In the event of a material change in the company's ownership structure and a shareholder who, after this significant ownership change, has become one of the four largest shareholders, wishes to be included in the Nomination Committee, the Nomination Committee shall offer this place in the Nomination Committee by either deciding that this shareholder shall replace the, by votes, smallest shareholder in the Nomination Committee after the change, or decide to extend the Nomination Committee with another member, but with a maximum of five members. Should any of the members of the Nomination Committee, before the Nomination Committee's mission is completed, resign for another reason or cease to represent the shareholder who appointed the member, such member, if the appointed member so requests, shall be replaced by a new member appointed by the shareholder. Changes in the Nomination Committee's composition shall be announced as soon as such has taken place.
The Nomination Committee shall prepare and submit following proposals to the AGM:
- − election of Chairman of the meeting,
- − election of the Chairman of the Board and other members of the Board of Directors,
- − Board fees divided between the Chairman and other members as well as remuneration for committee work,
- − election and remuneration to the auditor and deputy auditor (if applicable), and
- − principles for the appointment of Nomination Committee.
The Nomination Committee shall be entitled to charge the Company with expenses for, for example, recruitment consultants and other consultants required for the Nomination Committee to fulfil its mission. In conjunction with its mission, the Nomination Committee shall, in addition, fulfil the tasks that the Swedish Code of Corporate Governance requires.

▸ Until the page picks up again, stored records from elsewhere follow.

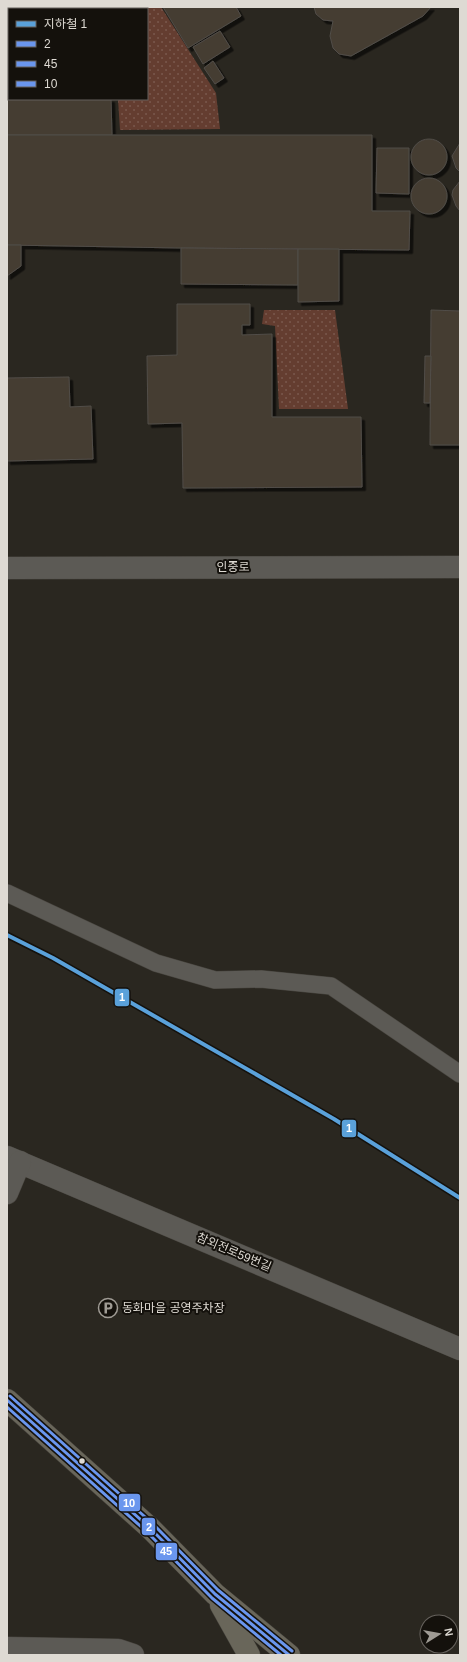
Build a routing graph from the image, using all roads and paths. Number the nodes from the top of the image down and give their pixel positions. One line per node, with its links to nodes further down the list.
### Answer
1 (460, 567): 2 (street, 인중로)
2 (7, 568)
3 (7, 892): 4 (lane)
4 (460, 1074)
5 (13, 1159): 6 (street); 7 (street, 참외전로59번길)
6 (7, 1193)
7 (460, 1349)
8 (7, 1400): 9 (main road)
9 (215, 1594): 12 (main road); 13 (main road)
10 (7, 1648): 11 (street)
11 (126, 1653)
12 (250, 1655)
13 (289, 1655)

Item 16 Resolution on authorization for the Board of Directors to reach decisions on new share issues
The Board of Directors proposes that the AGM resolves to authorize the Board of Directors to decide on the new issue of a maximum of 2,860,137 ordinary Shares on one or more occasions before the next AGM 2023.
The proposal means that the Board of Directors would be authorized to decide on the new share issue with stipulations on issue in kind, set-off or subject to other terms stated in Chap. 13 § 5 para. 1 cl. 6 p of the Swedish Companies Act, and waiving shareholders' preferential rights. The Board of Directors will be entitled to stipulate other terms for the share issue, including issue price, which however, shall be based on market terms.
The purpose of this authorization is to enable the company to issue shares to guarantee funds for purchase prices related to the acquisition of other companies, parts of companies, or other assets the Board of Directors judges to be valuable to the company's operations. Full utilization of this authorization would correspond to dilution of some 10 per cent of the share capital and votes.
Resolution pursuant to the Board of Directors' proposal requires the AGM's resolution being supported by shareholders representing at least two-thirds of the votes cast and shares represented at the Meeting.
Item 17 Resolution on (A) implementation of a long-term share based incentive program for (LTI 2022/2025) and (B) hedging in order to implement the program
(A) Implementation of a long-term share based incentive program LTI 2022/2025
The Board of Directors proposes that the AGM resolves on implementation of a long-term share based incentive program ("LTI 2022/2025") on essentially following terms and conditions. LTI 2022/2025 measures the performance under 2022, but has a three year duration. It is the Board of Directors' intention that the structure of LTI 2022/2025 should be long-term, thus the Board intends to propose that the general meetings in the next years will resolve upon similar incentive programs, after the program has been evaluated. The program proposed below, corresponds to the long-term share based incentive program LTI 2021/2024 (adopted by the AGM 2021), in all material respects.
It is proposed that LTI 2022/2025 shall comprise not more than 25 employees within the Beijer Electronics Group, including the CEO, the Group management (at present three persons excluding the CEO), business management and other key employees. The program shall comprise a maximum of 250,000 ordinary shares in Beijer Electronics Group ("Performance Shares"). In order to receive Performance Shares it is required that the Performance Conditions established by the Board of Directors regarding the financial year 2022 are achieved or exceeded. Performance Shares will be received free of charge, whereby the CEO may receive a maximum of 30,000 Performance Shares and another member of the Group management and other participants may receive up to a maximum of 15,000 Performance Shares, whereby the Board of Directors resolves on the individual allocation within this framework. In order to participate in the program, the participant must no later than 1 September 2022 own Beijer Electronics Group shares. The participant must either acquire shares in the company corresponding to the maximum number of Performance Shares that the participant is entitled to receive, or acquire shares in the company corresponding to half of the maximum number of Performance Shares that the participant is entitled to receive, whereby the participant will receive half of the vested number of Performance Shares. The participant must retain the shares at least until 31 August 2023. If the participant does not acquire own shares or not retain the acquired shares during the specified period, the participant will not receive any Performance Shares.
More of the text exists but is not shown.